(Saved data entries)
##########
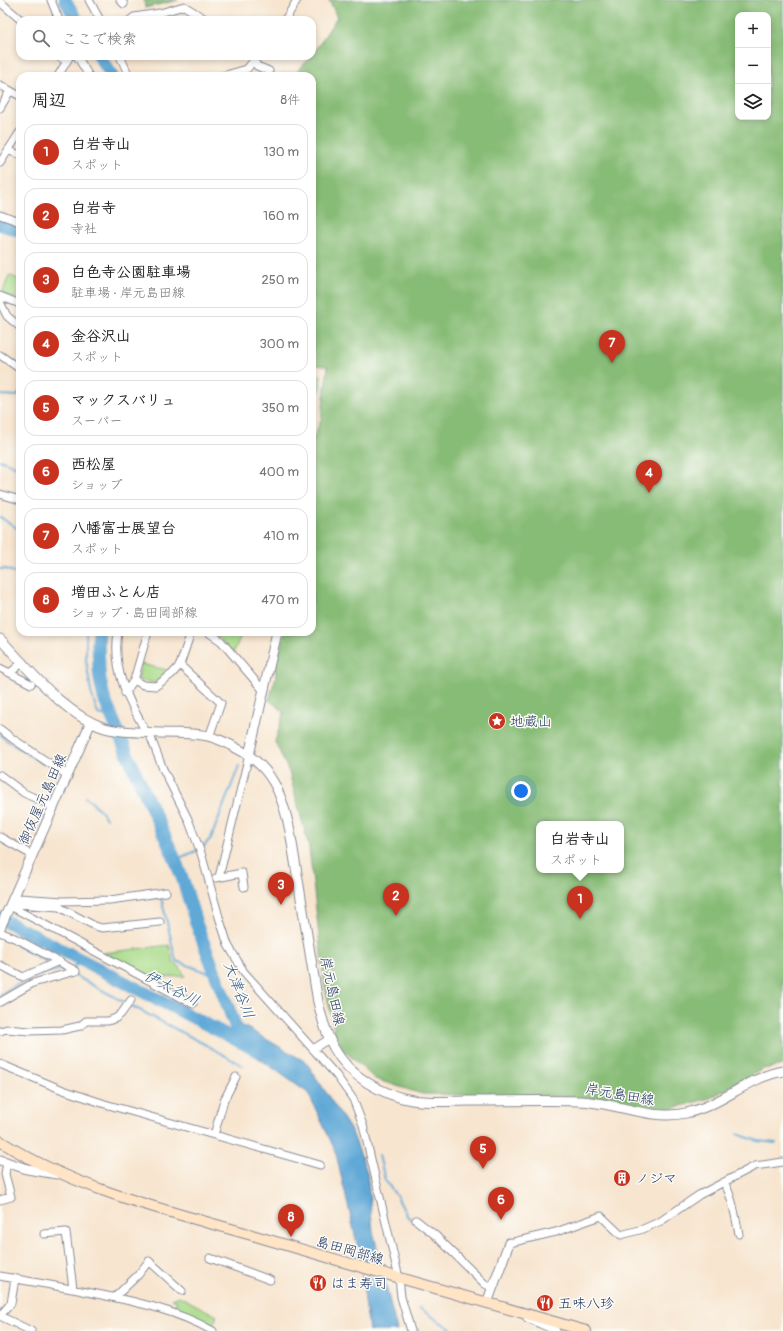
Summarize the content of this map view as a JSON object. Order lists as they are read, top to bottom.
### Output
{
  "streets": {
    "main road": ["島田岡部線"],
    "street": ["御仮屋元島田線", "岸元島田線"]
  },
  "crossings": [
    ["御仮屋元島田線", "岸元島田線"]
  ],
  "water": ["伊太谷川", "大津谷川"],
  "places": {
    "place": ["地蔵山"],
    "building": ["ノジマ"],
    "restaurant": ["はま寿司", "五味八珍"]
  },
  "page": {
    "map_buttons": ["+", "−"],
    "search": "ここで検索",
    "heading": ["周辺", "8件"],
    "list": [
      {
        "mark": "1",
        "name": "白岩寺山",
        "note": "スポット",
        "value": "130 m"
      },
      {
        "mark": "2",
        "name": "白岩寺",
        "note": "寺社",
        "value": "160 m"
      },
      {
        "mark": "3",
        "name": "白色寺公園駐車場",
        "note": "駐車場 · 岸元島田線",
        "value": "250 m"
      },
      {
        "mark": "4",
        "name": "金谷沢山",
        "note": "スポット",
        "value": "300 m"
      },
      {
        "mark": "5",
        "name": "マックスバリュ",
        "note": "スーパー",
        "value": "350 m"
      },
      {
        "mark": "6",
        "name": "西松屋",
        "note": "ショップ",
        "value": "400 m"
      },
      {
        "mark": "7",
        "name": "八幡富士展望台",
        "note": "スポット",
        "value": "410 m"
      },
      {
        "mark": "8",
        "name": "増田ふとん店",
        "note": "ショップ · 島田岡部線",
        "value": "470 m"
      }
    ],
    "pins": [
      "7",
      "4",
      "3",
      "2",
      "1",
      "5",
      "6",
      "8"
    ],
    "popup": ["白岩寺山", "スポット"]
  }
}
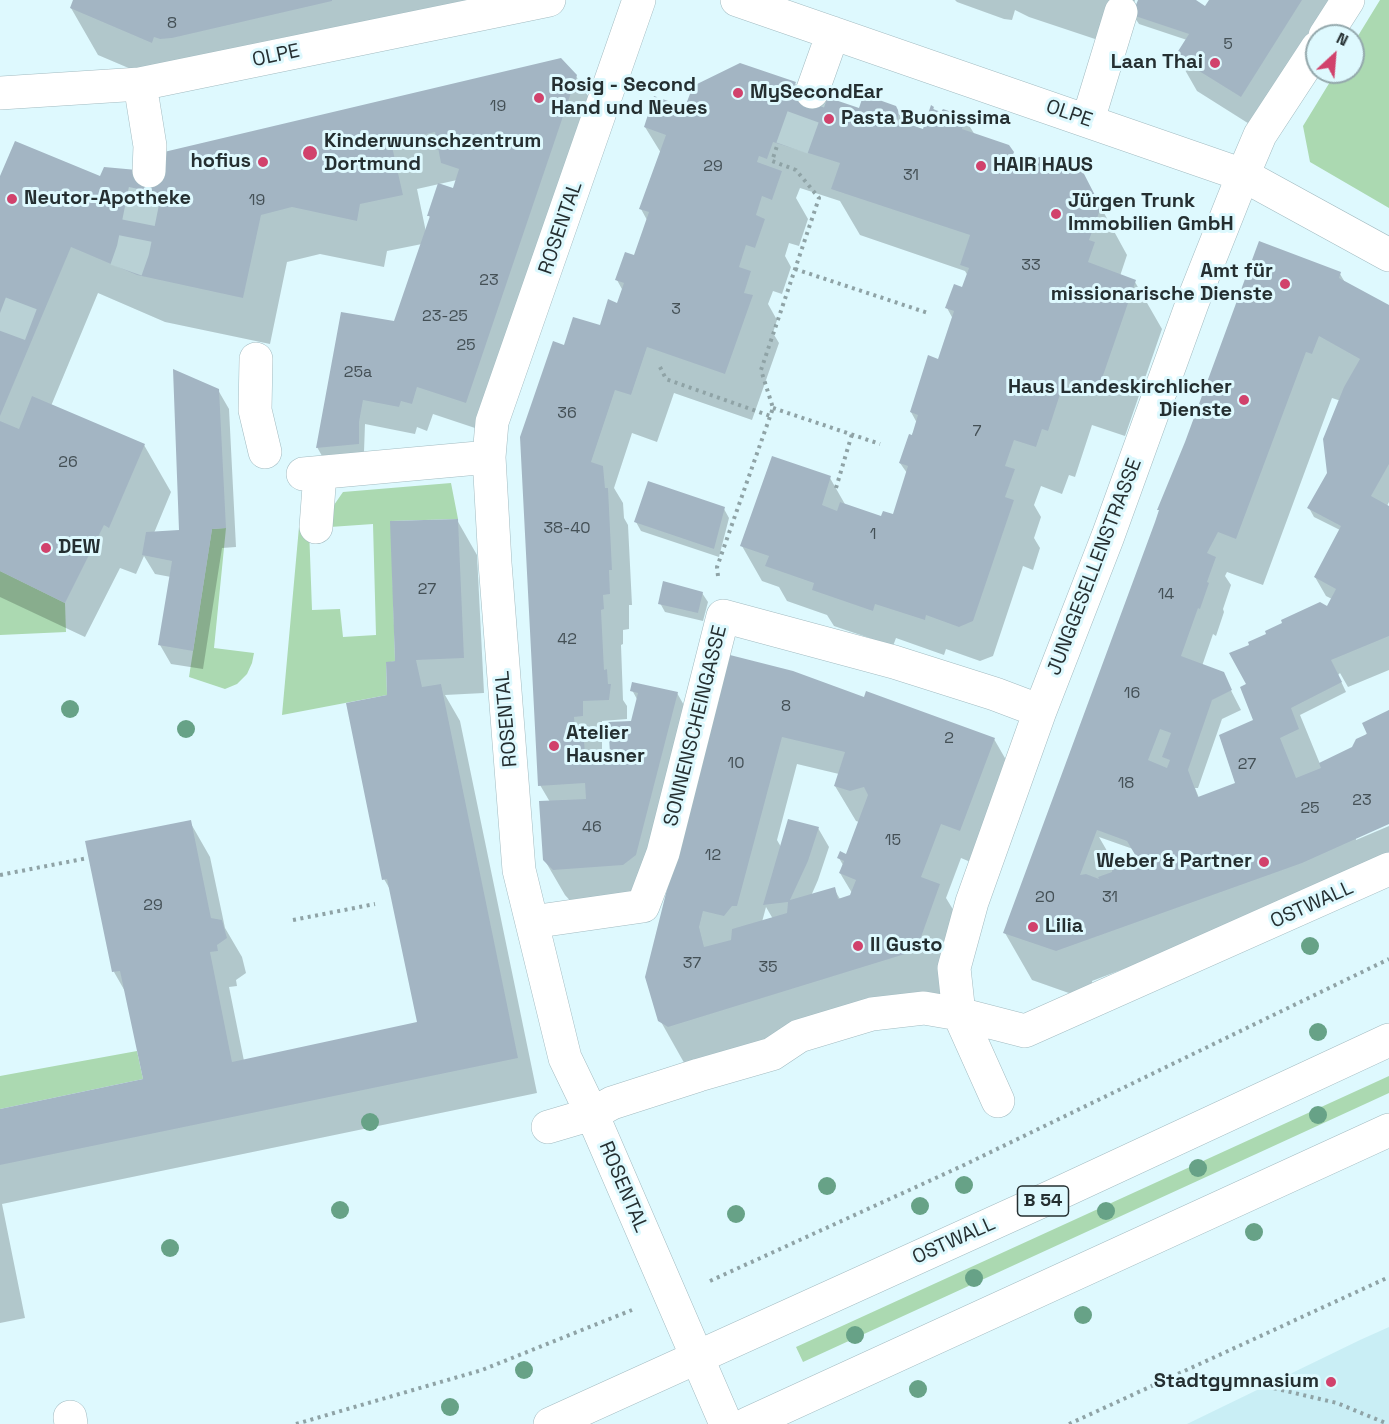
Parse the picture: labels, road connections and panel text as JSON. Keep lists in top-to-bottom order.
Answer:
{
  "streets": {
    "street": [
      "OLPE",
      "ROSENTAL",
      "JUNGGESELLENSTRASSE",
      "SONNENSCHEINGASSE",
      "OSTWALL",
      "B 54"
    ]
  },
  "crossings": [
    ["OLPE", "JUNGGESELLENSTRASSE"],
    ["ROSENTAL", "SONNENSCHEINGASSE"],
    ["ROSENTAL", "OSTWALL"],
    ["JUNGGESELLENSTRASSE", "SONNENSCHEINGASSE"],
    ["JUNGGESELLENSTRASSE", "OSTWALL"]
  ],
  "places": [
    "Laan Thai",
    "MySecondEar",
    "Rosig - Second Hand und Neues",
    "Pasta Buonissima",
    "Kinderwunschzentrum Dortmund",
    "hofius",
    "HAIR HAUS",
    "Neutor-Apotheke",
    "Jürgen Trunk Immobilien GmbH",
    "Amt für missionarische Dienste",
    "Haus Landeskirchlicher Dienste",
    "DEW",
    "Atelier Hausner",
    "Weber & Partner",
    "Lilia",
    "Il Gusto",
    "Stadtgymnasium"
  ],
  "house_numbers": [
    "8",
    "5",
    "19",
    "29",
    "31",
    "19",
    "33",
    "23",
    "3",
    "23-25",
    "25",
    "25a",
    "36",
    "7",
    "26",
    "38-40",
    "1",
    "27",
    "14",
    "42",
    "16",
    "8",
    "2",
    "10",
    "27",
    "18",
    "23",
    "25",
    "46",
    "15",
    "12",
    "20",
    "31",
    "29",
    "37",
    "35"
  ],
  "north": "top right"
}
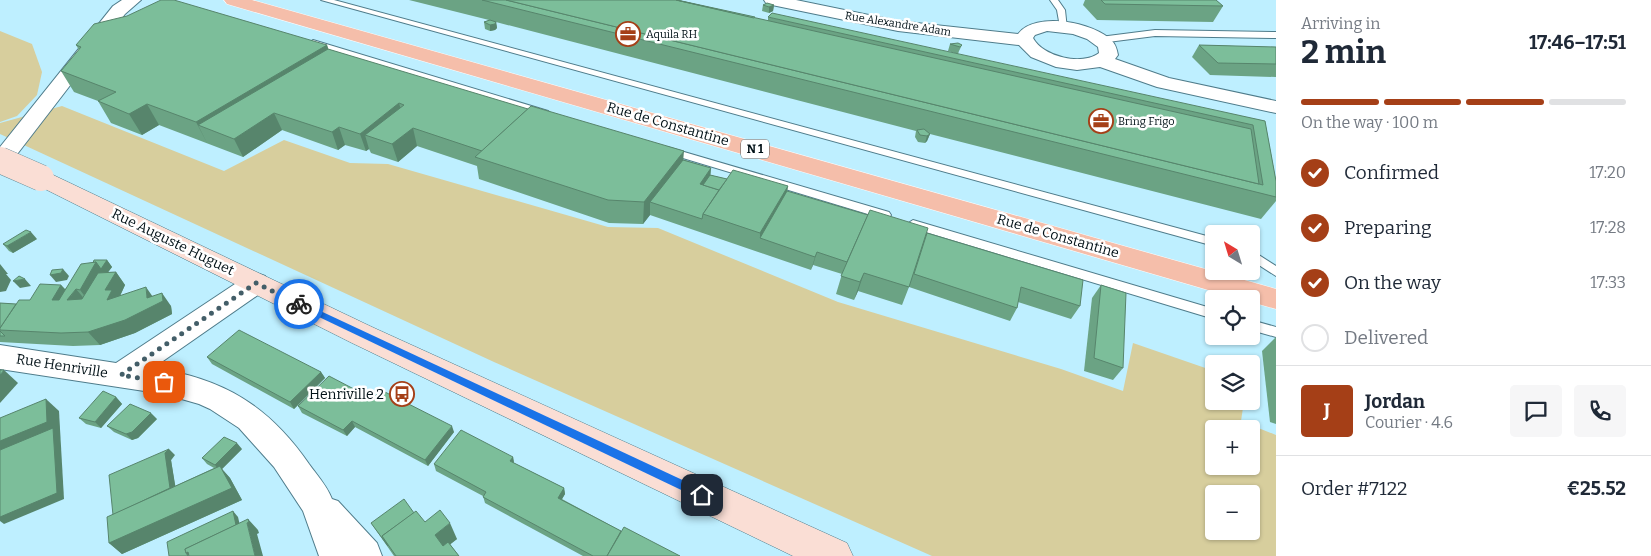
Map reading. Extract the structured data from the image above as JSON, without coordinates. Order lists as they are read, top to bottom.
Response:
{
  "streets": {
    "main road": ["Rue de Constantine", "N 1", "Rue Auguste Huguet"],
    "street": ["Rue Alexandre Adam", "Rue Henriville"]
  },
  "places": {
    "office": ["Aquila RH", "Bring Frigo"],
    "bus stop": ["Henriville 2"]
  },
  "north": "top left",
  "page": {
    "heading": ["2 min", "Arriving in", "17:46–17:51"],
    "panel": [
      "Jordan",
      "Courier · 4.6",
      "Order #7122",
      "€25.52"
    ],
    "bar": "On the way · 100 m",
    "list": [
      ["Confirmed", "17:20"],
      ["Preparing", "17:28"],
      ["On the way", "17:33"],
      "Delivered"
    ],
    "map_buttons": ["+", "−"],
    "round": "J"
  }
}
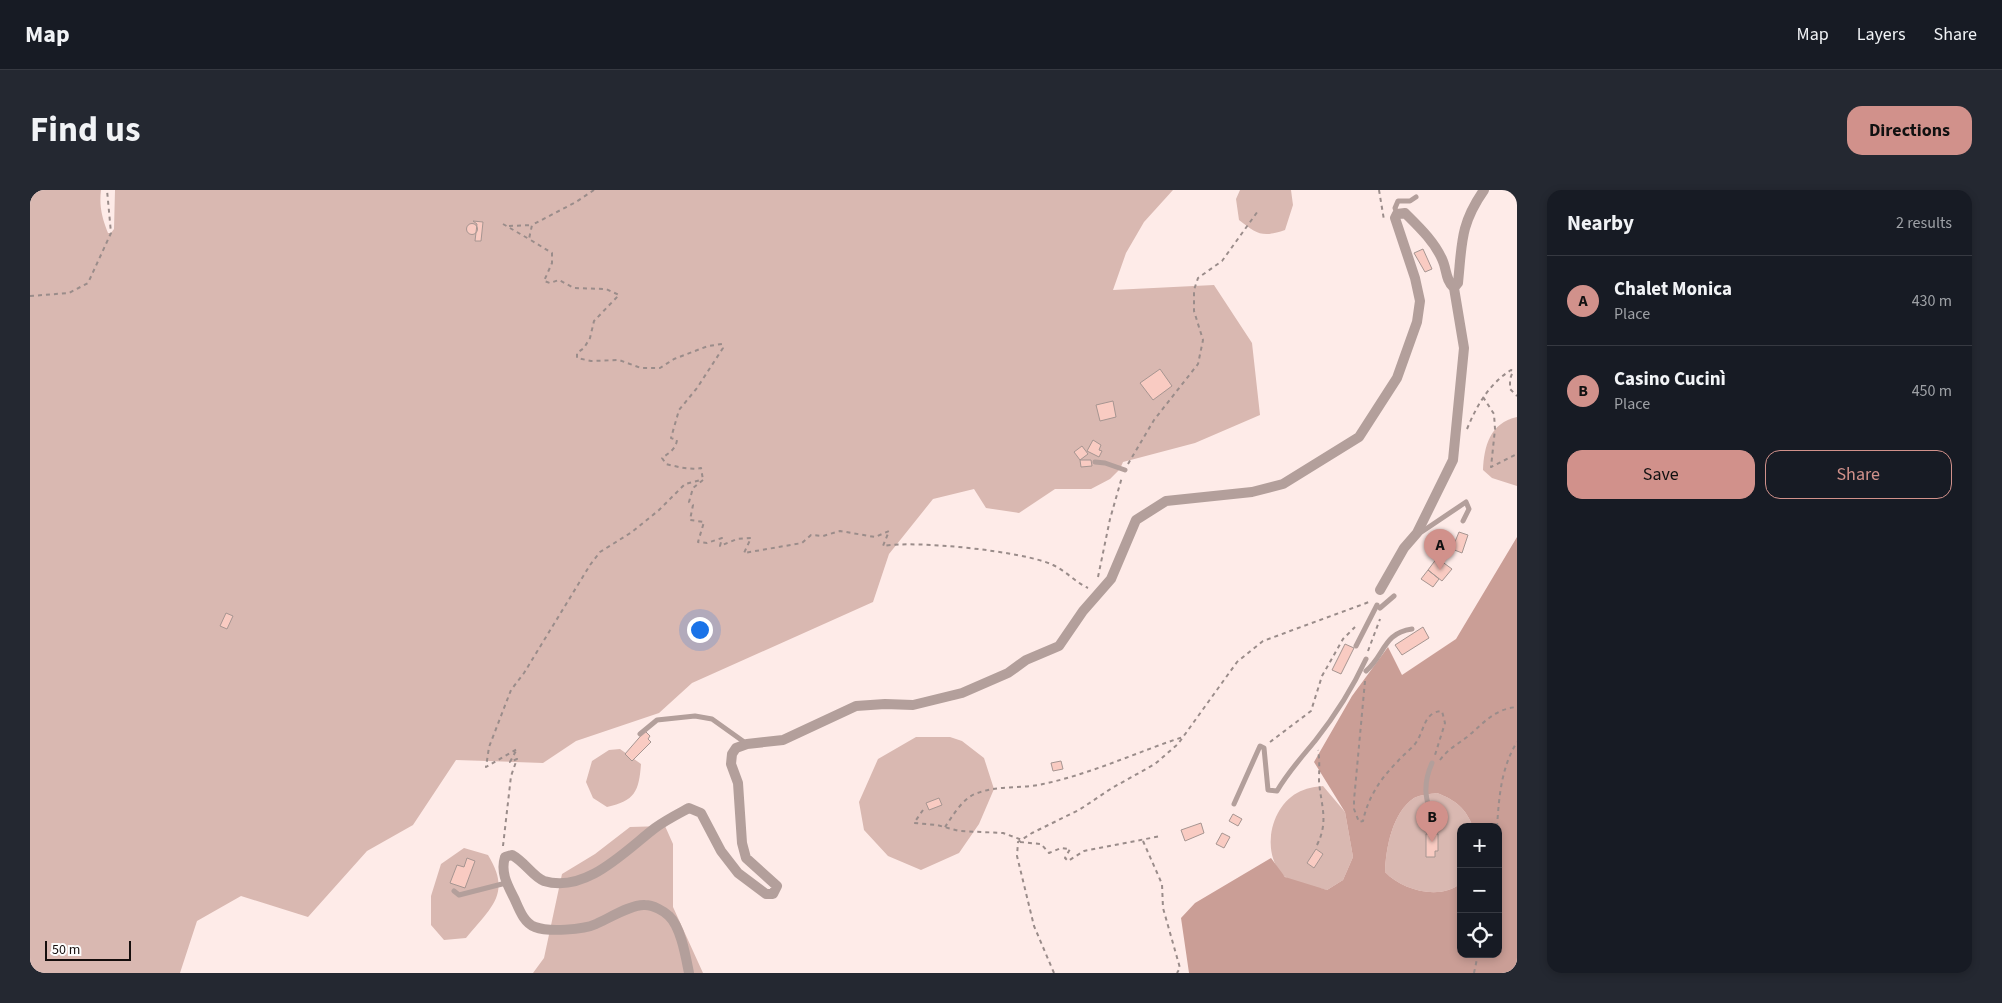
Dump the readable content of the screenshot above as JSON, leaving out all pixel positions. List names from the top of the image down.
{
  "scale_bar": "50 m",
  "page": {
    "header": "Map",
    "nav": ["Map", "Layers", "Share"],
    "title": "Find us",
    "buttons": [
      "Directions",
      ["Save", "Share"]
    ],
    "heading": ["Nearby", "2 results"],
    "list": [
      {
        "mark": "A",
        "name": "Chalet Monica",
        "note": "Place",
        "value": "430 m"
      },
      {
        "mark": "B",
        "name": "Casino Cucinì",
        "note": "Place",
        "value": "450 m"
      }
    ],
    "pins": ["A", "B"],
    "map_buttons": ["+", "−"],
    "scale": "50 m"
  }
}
##########
== Task item ==
Go through the data above and tally every line that includes "JSON". State only the total.

== Reply ==
4